Tuesday, October 30, 2012

Money Show - Roger Conrad 2

Roger Conrad is editor of Utility Forecaster and Canadian Edge. His talk was called "The Revenge of the Income Trusts".

We have been in a bull market since March of 2009. The Canadian economy is solid. Stocks have higher valuations. Asia is slumping. Europe is still fractured. (But Europe still has the political will to hold together.) The US, post-election, is uncertain.

Former Income Trusts are holding to their model. There is the discipline of dividend payouts. The big payouts were a smart capital decision. Their distribution model was a cash flow model. However, some income trusts were slapped together and had no business being income trusts. But, the survival of income trusts is generally good. It was the tax changes that stopped income trusts and caused them to vanish.

Something like 50% of the old income trusts did not decrease their distributions as the tax burden was not as great as people feared. Some have returned to dividend growth. Some examples are Bird Construction (TSX-BDT), Cineplex Inc. (TSX-CGX) and Keyera Corp (TSX-KEY).

His 6 point Canadian Edge rating system.
  • Dividend growth is the ultimate sign of safety.
  • For Payout Ratios, watch the Cash Flow, not the conventional EPS.
  • For debt, look for near-term maturities (debt coming due this year and next year). When credit ceased up in 2008, any one that had to roll over debt had problems. They either could not get a loan or interest rates were very high.
  • You need revenue growth for security. How vulnerable is the company to the economy?
  • We should focus on value and beware of stock momentum. Do not buy a stock just because it has momentum. Focus on the value of the company.
  • Focus on how safe is the distribution. (A company needs capital growth to grow distributions.)
His favourite section is energy midstream. These are companies that ship and refine and then sell energy. Examples are AltaGas Ltd (TSX-ALA) and Pembina Pipelines (TSX-PPL). There is a tremendous need for midstream companies in Canada. Inter Pipeline Fund (TSX-IPL.UN). Americans cannot buy this company because it is still a limited partnership, but it is still a good company.
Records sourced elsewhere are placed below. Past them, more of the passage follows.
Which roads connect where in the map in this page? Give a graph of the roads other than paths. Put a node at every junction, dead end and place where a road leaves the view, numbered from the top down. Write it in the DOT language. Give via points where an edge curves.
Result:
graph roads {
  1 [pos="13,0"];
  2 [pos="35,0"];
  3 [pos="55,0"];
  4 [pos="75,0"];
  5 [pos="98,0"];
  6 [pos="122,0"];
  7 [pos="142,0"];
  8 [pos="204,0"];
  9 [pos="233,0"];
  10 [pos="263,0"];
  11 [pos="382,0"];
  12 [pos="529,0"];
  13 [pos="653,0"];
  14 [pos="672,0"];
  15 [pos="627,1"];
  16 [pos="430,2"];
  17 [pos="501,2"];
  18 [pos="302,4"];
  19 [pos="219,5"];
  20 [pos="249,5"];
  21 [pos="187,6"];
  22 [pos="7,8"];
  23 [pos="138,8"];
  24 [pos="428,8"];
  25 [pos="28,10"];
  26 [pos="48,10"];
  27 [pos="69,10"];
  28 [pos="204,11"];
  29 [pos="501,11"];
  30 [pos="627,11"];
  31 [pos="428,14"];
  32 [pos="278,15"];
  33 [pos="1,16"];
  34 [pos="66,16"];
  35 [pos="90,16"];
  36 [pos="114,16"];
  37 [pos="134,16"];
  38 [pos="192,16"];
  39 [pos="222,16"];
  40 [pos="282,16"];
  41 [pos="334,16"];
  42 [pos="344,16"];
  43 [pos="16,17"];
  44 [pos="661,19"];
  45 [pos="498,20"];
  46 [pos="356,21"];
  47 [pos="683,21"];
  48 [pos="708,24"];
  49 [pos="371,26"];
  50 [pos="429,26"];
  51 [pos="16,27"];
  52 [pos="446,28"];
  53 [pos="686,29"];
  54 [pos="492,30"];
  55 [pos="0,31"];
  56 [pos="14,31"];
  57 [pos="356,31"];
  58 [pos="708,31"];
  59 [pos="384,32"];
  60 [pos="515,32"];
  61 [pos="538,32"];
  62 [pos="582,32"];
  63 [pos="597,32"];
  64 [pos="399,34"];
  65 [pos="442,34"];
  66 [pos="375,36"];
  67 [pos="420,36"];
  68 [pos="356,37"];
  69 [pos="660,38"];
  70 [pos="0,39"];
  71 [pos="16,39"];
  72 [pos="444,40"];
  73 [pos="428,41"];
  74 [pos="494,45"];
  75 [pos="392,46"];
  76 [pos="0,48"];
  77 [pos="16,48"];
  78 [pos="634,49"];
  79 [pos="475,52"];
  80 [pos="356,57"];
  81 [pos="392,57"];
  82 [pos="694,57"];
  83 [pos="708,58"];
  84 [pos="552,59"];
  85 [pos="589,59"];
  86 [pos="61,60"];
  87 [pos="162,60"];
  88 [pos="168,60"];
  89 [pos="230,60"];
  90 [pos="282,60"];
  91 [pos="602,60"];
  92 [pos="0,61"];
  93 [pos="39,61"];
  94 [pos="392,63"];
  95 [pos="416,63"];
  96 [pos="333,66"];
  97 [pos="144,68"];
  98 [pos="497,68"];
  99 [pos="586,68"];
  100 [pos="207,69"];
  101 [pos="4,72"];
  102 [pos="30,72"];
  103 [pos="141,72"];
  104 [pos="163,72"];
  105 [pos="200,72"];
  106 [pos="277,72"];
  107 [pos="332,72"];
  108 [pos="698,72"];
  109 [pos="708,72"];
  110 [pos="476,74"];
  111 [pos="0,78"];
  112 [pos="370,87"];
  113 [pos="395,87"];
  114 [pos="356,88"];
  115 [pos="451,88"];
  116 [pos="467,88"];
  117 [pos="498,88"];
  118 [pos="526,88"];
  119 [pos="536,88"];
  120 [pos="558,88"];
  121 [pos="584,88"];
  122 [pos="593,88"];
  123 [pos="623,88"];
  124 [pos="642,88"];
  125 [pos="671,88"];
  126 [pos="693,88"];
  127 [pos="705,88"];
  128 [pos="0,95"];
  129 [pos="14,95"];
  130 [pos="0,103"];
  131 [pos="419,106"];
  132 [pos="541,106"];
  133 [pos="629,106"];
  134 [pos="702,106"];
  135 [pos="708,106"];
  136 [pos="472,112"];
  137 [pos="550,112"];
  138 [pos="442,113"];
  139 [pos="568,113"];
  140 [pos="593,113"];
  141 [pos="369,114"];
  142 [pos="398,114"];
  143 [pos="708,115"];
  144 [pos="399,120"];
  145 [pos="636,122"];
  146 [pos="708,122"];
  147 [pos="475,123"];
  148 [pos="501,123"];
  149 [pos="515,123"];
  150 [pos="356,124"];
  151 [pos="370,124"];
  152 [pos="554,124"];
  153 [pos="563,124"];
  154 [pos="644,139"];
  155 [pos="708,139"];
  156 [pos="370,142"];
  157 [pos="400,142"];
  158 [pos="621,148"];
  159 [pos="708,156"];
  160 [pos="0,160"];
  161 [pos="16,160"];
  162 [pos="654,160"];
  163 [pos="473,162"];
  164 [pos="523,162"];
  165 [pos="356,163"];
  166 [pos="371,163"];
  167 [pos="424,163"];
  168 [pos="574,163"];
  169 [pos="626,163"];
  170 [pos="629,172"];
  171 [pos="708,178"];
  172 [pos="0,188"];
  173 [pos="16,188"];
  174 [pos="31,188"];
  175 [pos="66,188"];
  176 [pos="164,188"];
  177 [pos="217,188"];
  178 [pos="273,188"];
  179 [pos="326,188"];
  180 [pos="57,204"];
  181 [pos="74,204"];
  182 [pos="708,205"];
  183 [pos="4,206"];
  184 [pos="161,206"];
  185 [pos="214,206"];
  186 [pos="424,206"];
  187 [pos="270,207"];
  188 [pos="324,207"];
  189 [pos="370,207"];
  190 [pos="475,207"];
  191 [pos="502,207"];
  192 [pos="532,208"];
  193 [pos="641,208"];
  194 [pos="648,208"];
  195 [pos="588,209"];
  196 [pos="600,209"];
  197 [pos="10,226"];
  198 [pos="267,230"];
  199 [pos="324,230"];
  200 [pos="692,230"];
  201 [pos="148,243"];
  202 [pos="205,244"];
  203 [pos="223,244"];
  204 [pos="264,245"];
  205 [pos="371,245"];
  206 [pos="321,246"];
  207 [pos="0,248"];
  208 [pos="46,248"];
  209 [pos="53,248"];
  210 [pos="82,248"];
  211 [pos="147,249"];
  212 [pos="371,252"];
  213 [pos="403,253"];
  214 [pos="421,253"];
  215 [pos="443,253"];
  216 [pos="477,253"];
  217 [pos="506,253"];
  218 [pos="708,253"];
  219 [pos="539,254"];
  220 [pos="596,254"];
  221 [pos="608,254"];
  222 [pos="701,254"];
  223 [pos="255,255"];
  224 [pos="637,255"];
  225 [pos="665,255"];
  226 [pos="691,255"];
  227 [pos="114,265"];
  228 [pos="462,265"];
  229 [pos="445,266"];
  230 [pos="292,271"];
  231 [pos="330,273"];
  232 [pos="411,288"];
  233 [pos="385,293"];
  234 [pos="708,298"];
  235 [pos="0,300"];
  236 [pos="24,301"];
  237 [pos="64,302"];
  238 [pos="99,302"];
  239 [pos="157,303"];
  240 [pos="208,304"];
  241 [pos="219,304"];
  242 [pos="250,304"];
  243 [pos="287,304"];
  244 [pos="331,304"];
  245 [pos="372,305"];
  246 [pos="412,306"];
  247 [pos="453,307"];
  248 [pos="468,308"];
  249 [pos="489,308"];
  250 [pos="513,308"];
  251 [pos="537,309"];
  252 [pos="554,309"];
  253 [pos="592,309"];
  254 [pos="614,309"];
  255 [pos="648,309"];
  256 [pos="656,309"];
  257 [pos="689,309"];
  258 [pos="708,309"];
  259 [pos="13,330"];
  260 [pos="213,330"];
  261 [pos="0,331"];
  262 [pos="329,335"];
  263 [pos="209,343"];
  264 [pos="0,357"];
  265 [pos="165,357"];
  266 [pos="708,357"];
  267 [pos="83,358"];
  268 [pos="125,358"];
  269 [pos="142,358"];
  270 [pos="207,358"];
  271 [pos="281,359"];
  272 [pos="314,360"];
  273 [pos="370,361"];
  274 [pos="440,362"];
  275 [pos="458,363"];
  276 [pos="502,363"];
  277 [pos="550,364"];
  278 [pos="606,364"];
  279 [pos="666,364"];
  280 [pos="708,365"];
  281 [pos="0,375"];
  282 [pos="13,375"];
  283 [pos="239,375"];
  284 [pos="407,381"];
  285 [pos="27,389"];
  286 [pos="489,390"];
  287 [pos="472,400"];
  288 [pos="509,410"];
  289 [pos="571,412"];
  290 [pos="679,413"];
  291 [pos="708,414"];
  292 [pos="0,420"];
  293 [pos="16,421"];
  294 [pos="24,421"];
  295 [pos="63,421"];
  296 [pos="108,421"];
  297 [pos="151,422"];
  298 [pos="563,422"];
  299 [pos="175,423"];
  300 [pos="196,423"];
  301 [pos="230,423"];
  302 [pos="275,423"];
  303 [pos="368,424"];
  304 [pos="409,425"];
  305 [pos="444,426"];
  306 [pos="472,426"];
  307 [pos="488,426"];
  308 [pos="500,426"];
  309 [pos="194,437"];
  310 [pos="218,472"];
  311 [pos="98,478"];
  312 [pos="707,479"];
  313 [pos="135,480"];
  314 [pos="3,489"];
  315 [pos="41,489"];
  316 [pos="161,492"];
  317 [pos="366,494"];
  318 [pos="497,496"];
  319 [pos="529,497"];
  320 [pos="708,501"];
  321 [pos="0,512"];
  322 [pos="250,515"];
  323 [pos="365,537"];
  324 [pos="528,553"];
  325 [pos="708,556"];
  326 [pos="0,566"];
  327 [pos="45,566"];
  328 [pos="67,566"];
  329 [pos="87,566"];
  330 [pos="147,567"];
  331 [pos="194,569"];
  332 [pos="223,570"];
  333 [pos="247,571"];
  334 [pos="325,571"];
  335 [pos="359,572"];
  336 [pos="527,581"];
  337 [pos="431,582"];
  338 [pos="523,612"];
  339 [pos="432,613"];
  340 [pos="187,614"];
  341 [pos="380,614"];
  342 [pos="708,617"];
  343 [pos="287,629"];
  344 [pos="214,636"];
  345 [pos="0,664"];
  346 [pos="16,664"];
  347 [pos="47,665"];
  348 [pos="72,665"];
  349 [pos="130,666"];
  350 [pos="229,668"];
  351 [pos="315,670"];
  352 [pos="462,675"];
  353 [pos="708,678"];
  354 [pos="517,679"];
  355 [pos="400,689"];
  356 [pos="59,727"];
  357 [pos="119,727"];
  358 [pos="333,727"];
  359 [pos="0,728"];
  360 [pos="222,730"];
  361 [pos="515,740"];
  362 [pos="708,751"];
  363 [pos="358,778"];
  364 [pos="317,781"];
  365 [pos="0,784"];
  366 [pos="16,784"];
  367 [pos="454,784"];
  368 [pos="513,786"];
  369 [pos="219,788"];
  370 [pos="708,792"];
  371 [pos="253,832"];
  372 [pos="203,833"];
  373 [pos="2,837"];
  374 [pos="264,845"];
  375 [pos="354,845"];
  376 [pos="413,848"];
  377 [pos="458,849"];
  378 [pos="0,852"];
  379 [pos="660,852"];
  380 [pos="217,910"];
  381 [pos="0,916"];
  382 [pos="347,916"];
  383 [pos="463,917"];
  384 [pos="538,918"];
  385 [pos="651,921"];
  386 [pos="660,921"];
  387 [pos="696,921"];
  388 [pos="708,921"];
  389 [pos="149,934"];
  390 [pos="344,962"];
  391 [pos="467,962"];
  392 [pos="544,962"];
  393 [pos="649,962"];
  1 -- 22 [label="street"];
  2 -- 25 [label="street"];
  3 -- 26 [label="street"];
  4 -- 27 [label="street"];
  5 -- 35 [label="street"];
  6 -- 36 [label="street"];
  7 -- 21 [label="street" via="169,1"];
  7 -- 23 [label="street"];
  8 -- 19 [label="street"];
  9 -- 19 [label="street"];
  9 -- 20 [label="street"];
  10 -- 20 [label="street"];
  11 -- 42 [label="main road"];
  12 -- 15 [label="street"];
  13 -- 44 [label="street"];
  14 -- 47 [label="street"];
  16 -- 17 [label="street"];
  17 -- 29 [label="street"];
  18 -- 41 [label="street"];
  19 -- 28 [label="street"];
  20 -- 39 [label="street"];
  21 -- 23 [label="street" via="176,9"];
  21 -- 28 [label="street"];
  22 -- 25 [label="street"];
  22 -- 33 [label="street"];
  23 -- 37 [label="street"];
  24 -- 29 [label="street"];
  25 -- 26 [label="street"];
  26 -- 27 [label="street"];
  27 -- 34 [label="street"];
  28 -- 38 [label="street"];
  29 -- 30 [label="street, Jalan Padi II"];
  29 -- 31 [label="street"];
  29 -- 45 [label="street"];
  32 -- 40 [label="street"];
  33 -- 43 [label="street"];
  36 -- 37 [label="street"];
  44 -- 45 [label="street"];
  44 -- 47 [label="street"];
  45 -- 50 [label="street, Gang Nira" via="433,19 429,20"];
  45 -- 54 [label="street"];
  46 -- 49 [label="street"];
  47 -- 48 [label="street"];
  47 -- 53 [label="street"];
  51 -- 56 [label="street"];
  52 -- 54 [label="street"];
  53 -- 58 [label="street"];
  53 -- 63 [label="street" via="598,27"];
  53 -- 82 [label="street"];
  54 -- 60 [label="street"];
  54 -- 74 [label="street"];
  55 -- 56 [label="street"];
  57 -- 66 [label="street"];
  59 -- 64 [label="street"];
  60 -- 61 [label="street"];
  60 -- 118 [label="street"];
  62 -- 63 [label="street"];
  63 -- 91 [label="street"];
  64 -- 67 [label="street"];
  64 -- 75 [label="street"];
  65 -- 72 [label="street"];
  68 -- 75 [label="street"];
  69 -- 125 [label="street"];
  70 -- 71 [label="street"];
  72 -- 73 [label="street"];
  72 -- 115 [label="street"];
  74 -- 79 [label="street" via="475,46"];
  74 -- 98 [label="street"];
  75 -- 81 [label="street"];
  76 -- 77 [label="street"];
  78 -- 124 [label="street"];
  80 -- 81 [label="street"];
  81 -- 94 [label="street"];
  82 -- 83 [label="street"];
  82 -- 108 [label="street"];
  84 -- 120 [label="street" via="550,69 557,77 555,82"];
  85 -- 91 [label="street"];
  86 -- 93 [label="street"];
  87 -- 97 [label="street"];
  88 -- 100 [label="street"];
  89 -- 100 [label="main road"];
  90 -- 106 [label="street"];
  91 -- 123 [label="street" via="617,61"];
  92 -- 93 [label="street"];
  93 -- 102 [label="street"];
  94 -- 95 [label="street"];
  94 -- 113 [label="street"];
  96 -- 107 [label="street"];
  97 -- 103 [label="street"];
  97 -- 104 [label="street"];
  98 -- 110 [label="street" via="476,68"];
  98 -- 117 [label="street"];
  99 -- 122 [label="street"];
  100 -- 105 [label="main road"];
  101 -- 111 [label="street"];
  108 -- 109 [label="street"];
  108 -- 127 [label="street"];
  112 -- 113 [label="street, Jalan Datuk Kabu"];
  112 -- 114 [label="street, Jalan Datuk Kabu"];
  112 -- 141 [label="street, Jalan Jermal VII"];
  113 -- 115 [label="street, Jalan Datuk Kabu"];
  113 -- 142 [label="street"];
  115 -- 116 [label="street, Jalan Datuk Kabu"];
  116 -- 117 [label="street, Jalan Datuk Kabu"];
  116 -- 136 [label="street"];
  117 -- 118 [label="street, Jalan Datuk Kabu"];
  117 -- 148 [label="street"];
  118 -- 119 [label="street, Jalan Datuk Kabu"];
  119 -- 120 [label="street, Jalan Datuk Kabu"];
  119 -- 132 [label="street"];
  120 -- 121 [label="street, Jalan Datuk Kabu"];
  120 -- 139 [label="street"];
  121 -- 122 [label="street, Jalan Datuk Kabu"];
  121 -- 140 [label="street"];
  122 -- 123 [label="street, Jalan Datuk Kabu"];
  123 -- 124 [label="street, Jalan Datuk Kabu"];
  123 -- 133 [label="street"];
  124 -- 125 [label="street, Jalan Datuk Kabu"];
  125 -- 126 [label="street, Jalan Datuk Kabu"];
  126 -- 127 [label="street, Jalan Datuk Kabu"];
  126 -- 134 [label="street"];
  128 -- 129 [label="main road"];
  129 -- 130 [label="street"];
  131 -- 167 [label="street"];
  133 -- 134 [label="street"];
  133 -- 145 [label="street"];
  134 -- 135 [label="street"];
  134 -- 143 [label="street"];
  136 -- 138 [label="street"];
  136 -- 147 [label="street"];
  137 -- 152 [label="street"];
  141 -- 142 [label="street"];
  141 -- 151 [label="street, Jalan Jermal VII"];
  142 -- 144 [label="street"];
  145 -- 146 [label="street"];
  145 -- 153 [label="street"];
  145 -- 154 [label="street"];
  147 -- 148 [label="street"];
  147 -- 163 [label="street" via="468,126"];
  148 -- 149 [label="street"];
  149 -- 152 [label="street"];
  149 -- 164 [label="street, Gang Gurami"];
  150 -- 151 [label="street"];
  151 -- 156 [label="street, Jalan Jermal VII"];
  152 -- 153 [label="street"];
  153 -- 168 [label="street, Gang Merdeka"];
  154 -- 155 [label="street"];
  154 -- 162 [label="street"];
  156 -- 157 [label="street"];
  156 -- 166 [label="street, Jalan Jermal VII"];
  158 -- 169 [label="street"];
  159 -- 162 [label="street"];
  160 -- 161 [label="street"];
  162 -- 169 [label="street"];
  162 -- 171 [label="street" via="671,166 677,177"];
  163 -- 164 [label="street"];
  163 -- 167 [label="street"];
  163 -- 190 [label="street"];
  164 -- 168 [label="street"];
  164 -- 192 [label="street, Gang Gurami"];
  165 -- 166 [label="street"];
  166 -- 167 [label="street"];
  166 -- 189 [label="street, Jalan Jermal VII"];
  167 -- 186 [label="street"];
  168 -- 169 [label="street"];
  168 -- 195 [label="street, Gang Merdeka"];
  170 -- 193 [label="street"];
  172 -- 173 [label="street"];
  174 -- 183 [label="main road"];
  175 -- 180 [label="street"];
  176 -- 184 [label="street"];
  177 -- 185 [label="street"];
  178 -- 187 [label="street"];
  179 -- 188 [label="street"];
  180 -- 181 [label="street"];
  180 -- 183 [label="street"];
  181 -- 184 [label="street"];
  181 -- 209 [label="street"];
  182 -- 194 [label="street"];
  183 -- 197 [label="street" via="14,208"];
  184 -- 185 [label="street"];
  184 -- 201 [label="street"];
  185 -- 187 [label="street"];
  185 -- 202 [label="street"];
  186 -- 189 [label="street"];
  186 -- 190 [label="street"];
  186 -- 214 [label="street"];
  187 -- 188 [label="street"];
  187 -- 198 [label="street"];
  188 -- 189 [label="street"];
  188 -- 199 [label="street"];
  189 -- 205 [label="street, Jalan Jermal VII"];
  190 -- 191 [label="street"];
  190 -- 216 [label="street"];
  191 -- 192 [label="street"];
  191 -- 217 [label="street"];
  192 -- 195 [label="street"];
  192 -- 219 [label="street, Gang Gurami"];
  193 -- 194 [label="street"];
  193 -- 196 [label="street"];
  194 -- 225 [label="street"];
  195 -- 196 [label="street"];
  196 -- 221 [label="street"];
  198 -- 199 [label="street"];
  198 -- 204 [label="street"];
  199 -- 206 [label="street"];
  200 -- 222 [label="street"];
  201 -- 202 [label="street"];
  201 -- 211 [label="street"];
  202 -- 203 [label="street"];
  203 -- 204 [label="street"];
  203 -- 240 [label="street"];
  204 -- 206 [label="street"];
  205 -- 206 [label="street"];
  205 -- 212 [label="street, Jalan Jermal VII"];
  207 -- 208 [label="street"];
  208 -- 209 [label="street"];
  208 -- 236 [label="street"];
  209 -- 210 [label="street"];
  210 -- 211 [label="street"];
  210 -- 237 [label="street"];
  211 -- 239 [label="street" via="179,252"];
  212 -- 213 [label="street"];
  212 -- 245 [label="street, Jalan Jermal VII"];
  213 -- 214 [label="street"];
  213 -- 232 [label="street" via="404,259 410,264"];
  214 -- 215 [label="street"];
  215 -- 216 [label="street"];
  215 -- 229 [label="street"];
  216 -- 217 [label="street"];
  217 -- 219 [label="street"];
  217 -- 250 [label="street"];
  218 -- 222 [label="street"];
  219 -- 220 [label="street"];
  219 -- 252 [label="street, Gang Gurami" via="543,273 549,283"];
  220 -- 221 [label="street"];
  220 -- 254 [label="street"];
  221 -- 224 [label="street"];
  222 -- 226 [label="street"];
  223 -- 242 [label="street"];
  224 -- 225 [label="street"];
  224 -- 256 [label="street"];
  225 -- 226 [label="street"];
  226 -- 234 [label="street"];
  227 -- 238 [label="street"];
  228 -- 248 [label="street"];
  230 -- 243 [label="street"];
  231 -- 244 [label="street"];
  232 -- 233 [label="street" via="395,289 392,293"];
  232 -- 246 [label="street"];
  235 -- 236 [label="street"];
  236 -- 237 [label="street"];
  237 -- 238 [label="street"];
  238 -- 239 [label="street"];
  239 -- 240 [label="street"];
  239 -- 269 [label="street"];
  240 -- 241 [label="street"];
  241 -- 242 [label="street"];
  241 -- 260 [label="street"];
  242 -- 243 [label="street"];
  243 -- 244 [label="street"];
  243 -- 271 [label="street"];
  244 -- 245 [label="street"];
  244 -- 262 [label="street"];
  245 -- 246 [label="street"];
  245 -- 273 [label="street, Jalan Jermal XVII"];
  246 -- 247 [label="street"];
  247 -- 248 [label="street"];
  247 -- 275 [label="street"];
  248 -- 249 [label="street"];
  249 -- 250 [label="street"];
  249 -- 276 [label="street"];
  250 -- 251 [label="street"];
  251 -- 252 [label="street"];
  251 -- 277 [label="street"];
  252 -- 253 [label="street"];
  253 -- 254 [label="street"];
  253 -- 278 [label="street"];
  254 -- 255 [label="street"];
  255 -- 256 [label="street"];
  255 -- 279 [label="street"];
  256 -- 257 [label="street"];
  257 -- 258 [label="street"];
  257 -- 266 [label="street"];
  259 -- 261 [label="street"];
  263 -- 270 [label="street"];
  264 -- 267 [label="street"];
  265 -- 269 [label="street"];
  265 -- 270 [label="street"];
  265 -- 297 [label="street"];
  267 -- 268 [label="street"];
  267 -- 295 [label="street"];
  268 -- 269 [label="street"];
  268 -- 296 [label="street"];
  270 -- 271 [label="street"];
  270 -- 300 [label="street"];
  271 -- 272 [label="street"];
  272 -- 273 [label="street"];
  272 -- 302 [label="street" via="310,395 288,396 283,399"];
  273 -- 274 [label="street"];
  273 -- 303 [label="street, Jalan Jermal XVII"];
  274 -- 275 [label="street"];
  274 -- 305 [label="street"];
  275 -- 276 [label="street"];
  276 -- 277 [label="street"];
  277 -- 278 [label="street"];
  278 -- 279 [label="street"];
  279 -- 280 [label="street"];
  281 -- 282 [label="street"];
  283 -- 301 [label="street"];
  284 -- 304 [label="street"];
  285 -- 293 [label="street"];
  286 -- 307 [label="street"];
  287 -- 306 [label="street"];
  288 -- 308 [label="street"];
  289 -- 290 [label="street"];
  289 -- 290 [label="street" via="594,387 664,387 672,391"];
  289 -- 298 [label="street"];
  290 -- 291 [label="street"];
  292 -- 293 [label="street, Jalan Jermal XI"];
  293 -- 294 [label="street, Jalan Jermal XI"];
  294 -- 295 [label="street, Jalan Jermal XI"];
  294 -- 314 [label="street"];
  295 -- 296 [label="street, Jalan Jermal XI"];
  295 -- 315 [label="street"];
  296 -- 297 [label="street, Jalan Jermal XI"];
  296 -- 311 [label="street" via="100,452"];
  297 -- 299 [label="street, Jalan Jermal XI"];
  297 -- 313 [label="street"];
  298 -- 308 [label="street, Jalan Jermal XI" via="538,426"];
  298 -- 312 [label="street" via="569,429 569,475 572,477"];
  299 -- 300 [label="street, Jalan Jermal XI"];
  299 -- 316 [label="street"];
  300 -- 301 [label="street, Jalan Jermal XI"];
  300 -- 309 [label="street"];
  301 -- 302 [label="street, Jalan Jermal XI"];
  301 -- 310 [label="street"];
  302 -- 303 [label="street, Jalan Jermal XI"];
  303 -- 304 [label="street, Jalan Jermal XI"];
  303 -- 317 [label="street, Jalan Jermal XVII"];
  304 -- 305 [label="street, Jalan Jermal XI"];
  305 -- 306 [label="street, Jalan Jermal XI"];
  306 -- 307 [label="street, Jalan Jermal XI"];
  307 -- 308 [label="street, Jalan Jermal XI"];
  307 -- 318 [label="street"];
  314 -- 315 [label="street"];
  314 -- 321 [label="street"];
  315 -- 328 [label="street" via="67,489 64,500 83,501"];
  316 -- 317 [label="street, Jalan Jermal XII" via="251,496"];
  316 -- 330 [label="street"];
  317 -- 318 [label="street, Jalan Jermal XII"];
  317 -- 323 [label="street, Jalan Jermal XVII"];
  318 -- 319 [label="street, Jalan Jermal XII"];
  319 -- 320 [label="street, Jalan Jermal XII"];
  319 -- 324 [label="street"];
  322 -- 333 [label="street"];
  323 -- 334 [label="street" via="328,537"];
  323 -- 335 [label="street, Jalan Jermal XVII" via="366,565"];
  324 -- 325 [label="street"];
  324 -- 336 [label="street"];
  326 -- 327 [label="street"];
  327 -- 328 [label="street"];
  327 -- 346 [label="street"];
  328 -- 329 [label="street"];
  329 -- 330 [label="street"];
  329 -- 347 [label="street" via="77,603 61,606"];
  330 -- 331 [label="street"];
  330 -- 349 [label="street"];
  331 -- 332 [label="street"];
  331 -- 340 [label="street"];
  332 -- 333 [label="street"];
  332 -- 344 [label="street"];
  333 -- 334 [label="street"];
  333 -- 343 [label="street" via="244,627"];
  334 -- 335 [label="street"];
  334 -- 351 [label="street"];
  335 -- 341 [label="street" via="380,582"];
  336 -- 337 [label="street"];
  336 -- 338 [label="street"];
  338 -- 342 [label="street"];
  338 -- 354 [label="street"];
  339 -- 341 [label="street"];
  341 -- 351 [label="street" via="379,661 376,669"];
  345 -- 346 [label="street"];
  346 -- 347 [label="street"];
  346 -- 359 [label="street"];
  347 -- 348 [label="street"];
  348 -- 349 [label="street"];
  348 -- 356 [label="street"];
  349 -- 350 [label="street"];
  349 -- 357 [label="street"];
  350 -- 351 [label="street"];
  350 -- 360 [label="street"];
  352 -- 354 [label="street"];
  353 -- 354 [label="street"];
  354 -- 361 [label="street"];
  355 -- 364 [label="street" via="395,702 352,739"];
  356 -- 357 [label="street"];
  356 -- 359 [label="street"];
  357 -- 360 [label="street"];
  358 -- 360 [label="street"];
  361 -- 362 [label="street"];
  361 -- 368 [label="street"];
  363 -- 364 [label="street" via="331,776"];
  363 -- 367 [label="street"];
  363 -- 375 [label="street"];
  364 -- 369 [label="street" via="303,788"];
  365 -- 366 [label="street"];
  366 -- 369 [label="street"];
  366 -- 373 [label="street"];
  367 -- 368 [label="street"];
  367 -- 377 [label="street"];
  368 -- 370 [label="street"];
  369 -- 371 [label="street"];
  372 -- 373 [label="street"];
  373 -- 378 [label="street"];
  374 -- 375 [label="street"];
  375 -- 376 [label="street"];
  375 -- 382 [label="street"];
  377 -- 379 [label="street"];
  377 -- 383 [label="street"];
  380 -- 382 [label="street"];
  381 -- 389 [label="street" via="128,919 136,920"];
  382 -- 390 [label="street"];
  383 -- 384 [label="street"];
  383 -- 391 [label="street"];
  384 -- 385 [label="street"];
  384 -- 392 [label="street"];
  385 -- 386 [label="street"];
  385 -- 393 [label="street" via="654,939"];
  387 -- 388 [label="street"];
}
Another set of stocks are oil companies. He likes ARC Energy (TSX-ARX), Vermilion Energy Inc. (TSX-VET) and Petrobakken Energy Ltd. (TSX-PBN). They have cash flow affected by price volatility. They have undervalued resources and conservative managers.

Crescent Point Energy (TSX-CPG) also could be included in the list. They did not cut dividends and the stock price is up 50% on conversion. (This company used to be Crescent Point Energy Trust (TSX-CPG.UN and made the transition to a corporation in July 2009.) It uses its stock price to buy other companies and to grow.

He also likes Cineplex Inc. (TSX-CGX), Enercare Inc. (TSX-ECI) and Poseidon Concepts Corp. (TSX-PSN). These are strong business in many places. He wants companies that can grow yearly at 10%. He also likes Brookfield Real Estate Services Inc. (TSX-BRE) and Just Energy (TSX-JE).

He said that sweet yields don't always bring sour consequences and price moves don't always reflect value or risks. You should know the company you are investing in and know the risk. He says do not overpay for REITS. We should bet on rising energy prices. Buy on weakness. We should avoid long term bonds because it is a seller's market. His web site is here.

This blog is meant for educational purposes only, and is not to provide investment advice. Before making any investment decision, you should always do your own research or consult an investment professional. See my website for stocks followed and investment notes. Follow me on Twitter or StockTwits.

1 comment:

  1. From all the talk about utilities being bad investments after deregulation. Today many electric utilities are very well run and pay very decent dividends.